The commissioner appointed to run a Northland school that has been compared to a slum says he doesn't know how it got into that state - but agrees it is taking too long to fix it.
Problems at Northland College have included leaky buildings, mould and asbestos on a roof, which has since been sealed off.
Chris Saunders has been managing Northland College in Kaikohe after successive boards ended up in debt to the Ministry of Education.
He said other schools of a similar vintage were in much better shape because their buildings were maintained properly but Northland College's were not.
Mr Saunders said senior ministry officials told him three years ago the school would be revamped but nothing was happening, which he said was very frustrating.
Don Edmonds, the chair of the board that was replaced by Mr Saunders three years ago, said the issue of the "shocking buildings" at the school was highlighted in an Education Review Office report in 2008.
He said Mr Saunders had fared no better than he and his board.
Northland College principal Jim Luders said today his school was so dilapidated the police wanted to use it in the holidays as a ghetto-style setting for training exercises.

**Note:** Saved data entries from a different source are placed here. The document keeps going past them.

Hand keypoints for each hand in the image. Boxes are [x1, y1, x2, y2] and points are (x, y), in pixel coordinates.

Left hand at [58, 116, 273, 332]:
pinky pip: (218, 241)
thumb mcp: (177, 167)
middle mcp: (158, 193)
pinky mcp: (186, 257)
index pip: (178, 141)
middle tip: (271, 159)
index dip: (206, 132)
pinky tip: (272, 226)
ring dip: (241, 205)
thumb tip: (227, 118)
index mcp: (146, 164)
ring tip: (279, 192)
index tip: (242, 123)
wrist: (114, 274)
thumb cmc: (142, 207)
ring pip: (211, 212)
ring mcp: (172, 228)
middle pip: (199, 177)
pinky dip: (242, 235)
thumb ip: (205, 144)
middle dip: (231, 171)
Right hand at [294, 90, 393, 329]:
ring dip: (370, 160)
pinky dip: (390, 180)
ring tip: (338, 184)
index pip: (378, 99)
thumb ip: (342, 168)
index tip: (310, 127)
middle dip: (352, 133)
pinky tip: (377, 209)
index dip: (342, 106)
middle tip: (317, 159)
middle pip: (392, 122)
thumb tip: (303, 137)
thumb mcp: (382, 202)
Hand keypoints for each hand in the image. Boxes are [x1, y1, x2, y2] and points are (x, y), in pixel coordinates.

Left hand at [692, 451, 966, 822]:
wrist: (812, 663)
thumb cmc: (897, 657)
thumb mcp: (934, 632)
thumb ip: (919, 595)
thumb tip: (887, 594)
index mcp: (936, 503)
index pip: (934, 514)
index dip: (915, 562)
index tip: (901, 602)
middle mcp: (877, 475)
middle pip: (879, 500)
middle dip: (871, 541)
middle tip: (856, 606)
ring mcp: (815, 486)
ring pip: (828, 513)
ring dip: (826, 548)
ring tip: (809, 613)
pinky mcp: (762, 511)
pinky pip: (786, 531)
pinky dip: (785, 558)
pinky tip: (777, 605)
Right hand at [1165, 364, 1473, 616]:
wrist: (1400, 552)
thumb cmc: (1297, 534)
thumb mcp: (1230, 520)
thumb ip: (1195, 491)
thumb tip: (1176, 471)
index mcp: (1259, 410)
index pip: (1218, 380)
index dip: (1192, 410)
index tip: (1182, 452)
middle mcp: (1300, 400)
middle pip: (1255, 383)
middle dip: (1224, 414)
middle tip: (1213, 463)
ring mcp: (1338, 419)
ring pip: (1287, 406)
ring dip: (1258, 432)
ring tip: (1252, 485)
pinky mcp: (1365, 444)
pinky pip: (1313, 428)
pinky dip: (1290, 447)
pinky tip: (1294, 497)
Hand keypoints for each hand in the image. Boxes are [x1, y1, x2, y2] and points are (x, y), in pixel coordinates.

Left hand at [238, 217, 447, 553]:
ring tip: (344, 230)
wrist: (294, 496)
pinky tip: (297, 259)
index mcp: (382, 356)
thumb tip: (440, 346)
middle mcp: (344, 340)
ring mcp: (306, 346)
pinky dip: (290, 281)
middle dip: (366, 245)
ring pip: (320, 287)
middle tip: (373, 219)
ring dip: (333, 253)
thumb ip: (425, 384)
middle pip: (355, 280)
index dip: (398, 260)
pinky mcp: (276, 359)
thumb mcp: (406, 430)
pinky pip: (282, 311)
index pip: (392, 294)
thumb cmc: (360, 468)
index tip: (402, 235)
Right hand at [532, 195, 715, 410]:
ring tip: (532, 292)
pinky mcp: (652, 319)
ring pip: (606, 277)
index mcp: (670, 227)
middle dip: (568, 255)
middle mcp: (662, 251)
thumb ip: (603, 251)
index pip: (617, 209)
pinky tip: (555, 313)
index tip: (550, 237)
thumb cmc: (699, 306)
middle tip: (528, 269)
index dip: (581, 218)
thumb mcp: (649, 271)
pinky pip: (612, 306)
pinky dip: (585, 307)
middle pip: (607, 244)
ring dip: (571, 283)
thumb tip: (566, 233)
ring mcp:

Mr Luders said it was a tough job keeping up morale in such dilapidated surroundings, and he hoped the Ministry of Education would sign off this month on a planned rebuild.
The ministry said it had already spent $1.5 million on buildings at the school but acknowledged more could be done.
In a statement, the ministry said plans for the school were progressing well and it hoped to have a better idea of timing soon.
It said it had helped the school develop a proposal for a single redevelopment project and expected to make a decision on that in the next couple of months.
Spending on charter school challenged
New Zealand First leader Winston Peters has challenged the Government to explain why it has built a new charter school in the north, given Northland College's troubles.
In Parliament today, Mr Peters asked Prime Minister John Key to justify the spending on the new charter school at Whangaruru near Russell.
The Prime Minister said the partnership school was about providing choice for students, which was a separate issue from the problems facing Northland College.